» EXERCISE DESCRIPTION
Output the first line below and each one after it, exactly, up to and including the line holding "Turn all roads". Pictures should not be copied.

» Collected data
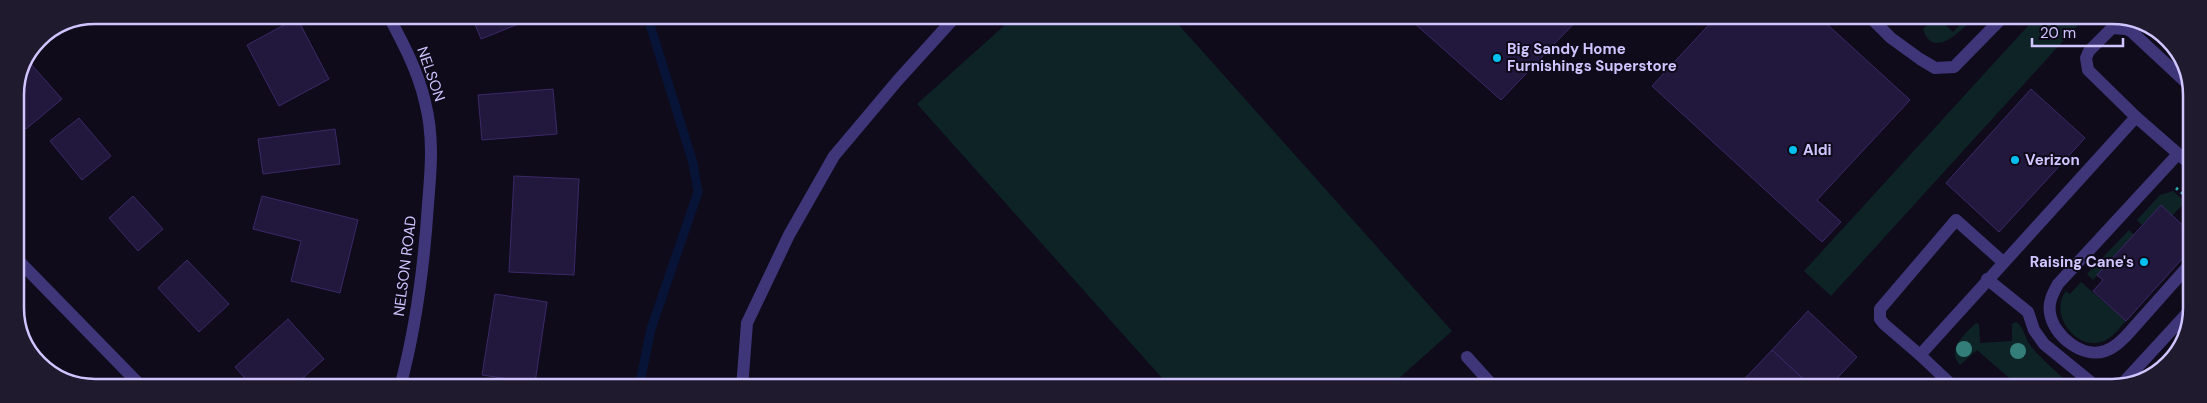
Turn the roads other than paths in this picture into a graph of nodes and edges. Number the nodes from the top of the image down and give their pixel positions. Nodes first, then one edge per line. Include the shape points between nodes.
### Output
1 (393, 24) edge
2 (949, 24) edge
3 (1877, 24) edge
4 (1996, 24) edge
5 (2181, 78) edge
6 (2136, 117) junction
7 (432, 147) joint
8 (2178, 154) junction
9 (2183, 158) edge
10 (2003, 262) junction
11 (24, 266) edge
12 (2183, 273) edge
13 (1987, 279) junction
14 (2183, 317) edge
15 (1920, 355) junction
16 (1467, 357) dead end
17 (2128, 377) edge
18 (134, 379) edge
19 (402, 379) edge
20 (743, 379) edge
21 (1487, 379) edge
22 (1945, 379) edge
23 (2087, 379) edge

1 - 7 street, NELSON via 411,59 425,102
2 - 20 street via 834,156 788,235 747,323
3 - 4 street via 1891,38 1935,68 1954,67
5 - 6 street via 2132,32 2112,28 2089,51 2086,58 2088,70
6 - 8 street
6 - 10 street
7 - 19 street, NELSON ROAD via 426,236 414,324
8 - 9 street
8 - 12 street via 2058,284 2050,301 2056,330 2080,349 2103,352 2117,345
10 - 13 street
10 - 15 street via 1956,220 1880,309 1880,319 1884,324
11 - 18 street
13 - 15 street
13 - 23 street via 2028,312 2034,330 2044,344
14 - 17 street
15 - 22 street
16 - 21 street

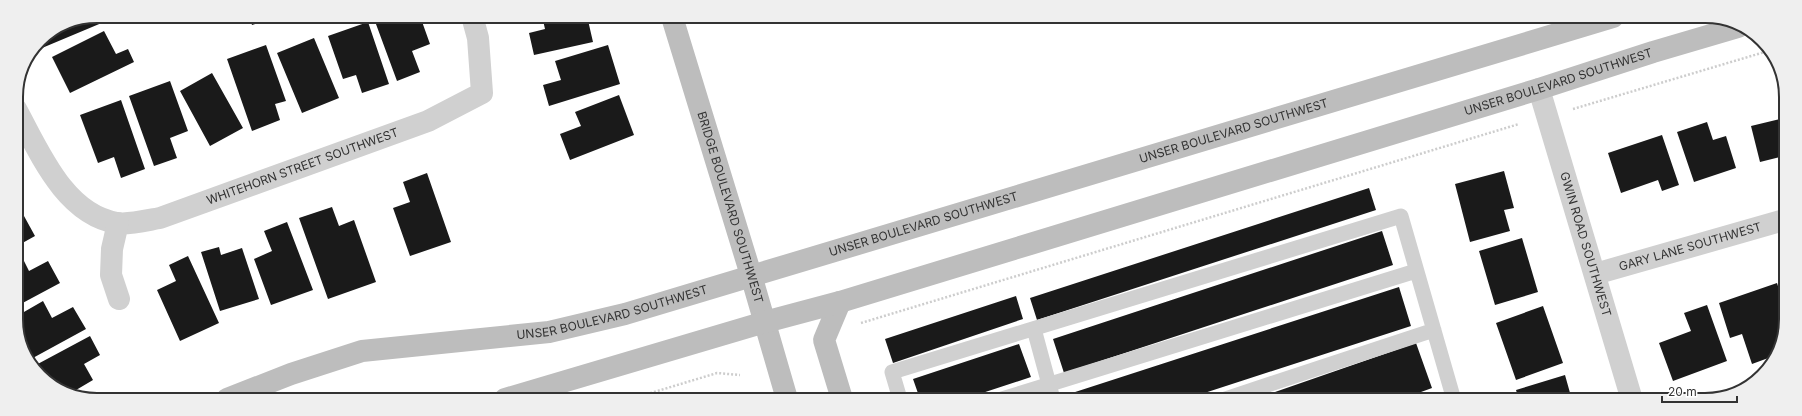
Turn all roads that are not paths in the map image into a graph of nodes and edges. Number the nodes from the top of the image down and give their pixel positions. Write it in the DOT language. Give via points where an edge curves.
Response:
graph roads {
  1 [pos="474,23"];
  2 [pos="674,23"];
  3 [pos="1593,23"];
  4 [pos="1733,29"];
  5 [pos="1539,89"];
  6 [pos="23,122"];
  7 [pos="1779,221"];
  8 [pos="118,223"];
  9 [pos="1416,272"];
  10 [pos="1595,274"];
  11 [pos="751,275"];
  12 [pos="120,299"];
  13 [pos="840,302"];
  14 [pos="765,322"];
  15 [pos="1034,329"];
  16 [pos="1434,330"];
  17 [pos="1049,385"];
  18 [pos="242,393"];
  19 [pos="525,393"];
  20 [pos="785,393"];
  21 [pos="840,393"];
  22 [pos="898,393"];
  23 [pos="1022,393"];
  24 [pos="1051,393"];
  25 [pos="1243,393"];
  26 [pos="1452,393"];
  27 [pos="1630,393"];
  1 -- 8 [label="street, WHITEHORN STREET SOUTHWEST" via="478,38 482,93 428,121 175,213 160,218"];
  2 -- 11 [label="main road, BRIDGE BOULEVARD SOUTHWEST"];
  3 -- 11 [label="main road, UNSER BOULEVARD SOUTHWEST"];
  4 -- 5 [label="main road, UNSER BOULEVARD SOUTHWEST"];
  5 -- 10 [label="street, GWIN ROAD SOUTHWEST"];
  5 -- 13 [label="main road, UNSER BOULEVARD SOUTHWEST"];
  6 -- 8 [label="street" via="49,170 68,195 86,212"];
  7 -- 10 [label="street, GARY LANE SOUTHWEST"];
  8 -- 12 [label="street" via="112,249 111,275"];
  9 -- 15 [label="lane" via="1401,216"];
  9 -- 16 [label="lane"];
  9 -- 17 [label="lane"];
  10 -- 27 [label="street, GWIN ROAD SOUTHWEST"];
  11 -- 14 [label="main road, BRIDGE BOULEVARD SOUTHWEST"];
  11 -- 18 [label="main road, UNSER BOULEVARD SOUTHWEST" via="625,314 549,332 362,351"];
  13 -- 14 [label="main road, UNSER BOULEVARD SOUTHWEST"];
  13 -- 21 [label="main road" via="824,340"];
  14 -- 19 [label="main road, UNSER BOULEVARD SOUTHWEST"];
  14 -- 20 [label="main road, BRIDGE BOULEVARD SOUTHWEST"];
  15 -- 17 [label="lane"];
  15 -- 22 [label="lane" via="892,372"];
  16 -- 25 [label="lane"];
  16 -- 26 [label="lane"];
  17 -- 23 [label="lane"];
  17 -- 24 [label="lane"];
}
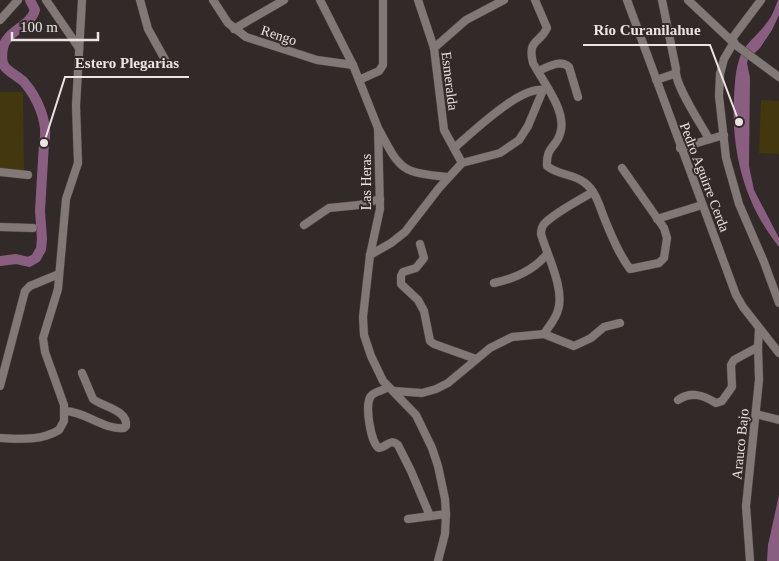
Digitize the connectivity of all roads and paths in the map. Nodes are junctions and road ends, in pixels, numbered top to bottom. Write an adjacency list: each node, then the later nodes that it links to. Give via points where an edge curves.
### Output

» REPLY TO THE TASK
Turn the roads other than paths in this picture into a graph of nodes and edges. Number the nodes from the top of the image down and give their pixel positions. Nodes first, then one edge per line. Include the shape points between nodes.
### Output
1 (393, 24) edge
2 (949, 24) edge
3 (1877, 24) edge
4 (1996, 24) edge
5 (2181, 78) edge
6 (2136, 117) junction
7 (432, 147) joint
8 (2178, 154) junction
9 (2183, 158) edge
10 (2003, 262) junction
11 (24, 266) edge
12 (2183, 273) edge
13 (1987, 279) junction
14 (2183, 317) edge
15 (1920, 355) junction
16 (1467, 357) dead end
17 (2128, 377) edge
18 (134, 379) edge
19 (402, 379) edge
20 (743, 379) edge
21 (1487, 379) edge
22 (1945, 379) edge
23 (2087, 379) edge

1 - 7 street, NELSON via 411,59 425,102
2 - 20 street via 834,156 788,235 747,323
3 - 4 street via 1891,38 1935,68 1954,67
5 - 6 street via 2132,32 2112,28 2089,51 2086,58 2088,70
6 - 8 street
6 - 10 street
7 - 19 street, NELSON ROAD via 426,236 414,324
8 - 9 street
8 - 12 street via 2058,284 2050,301 2056,330 2080,349 2103,352 2117,345
10 - 13 street
10 - 15 street via 1956,220 1880,309 1880,319 1884,324
11 - 18 street
13 - 15 street
13 - 23 street via 2028,312 2034,330 2044,344
14 - 17 street
15 - 22 street
16 - 21 street

Turn all roads that are not paths in the map image into a graph of nodes and edges. Number the nodes from the top of the image down and give their pixel positions. Write it in the DOT language. Give via points where an edge curves.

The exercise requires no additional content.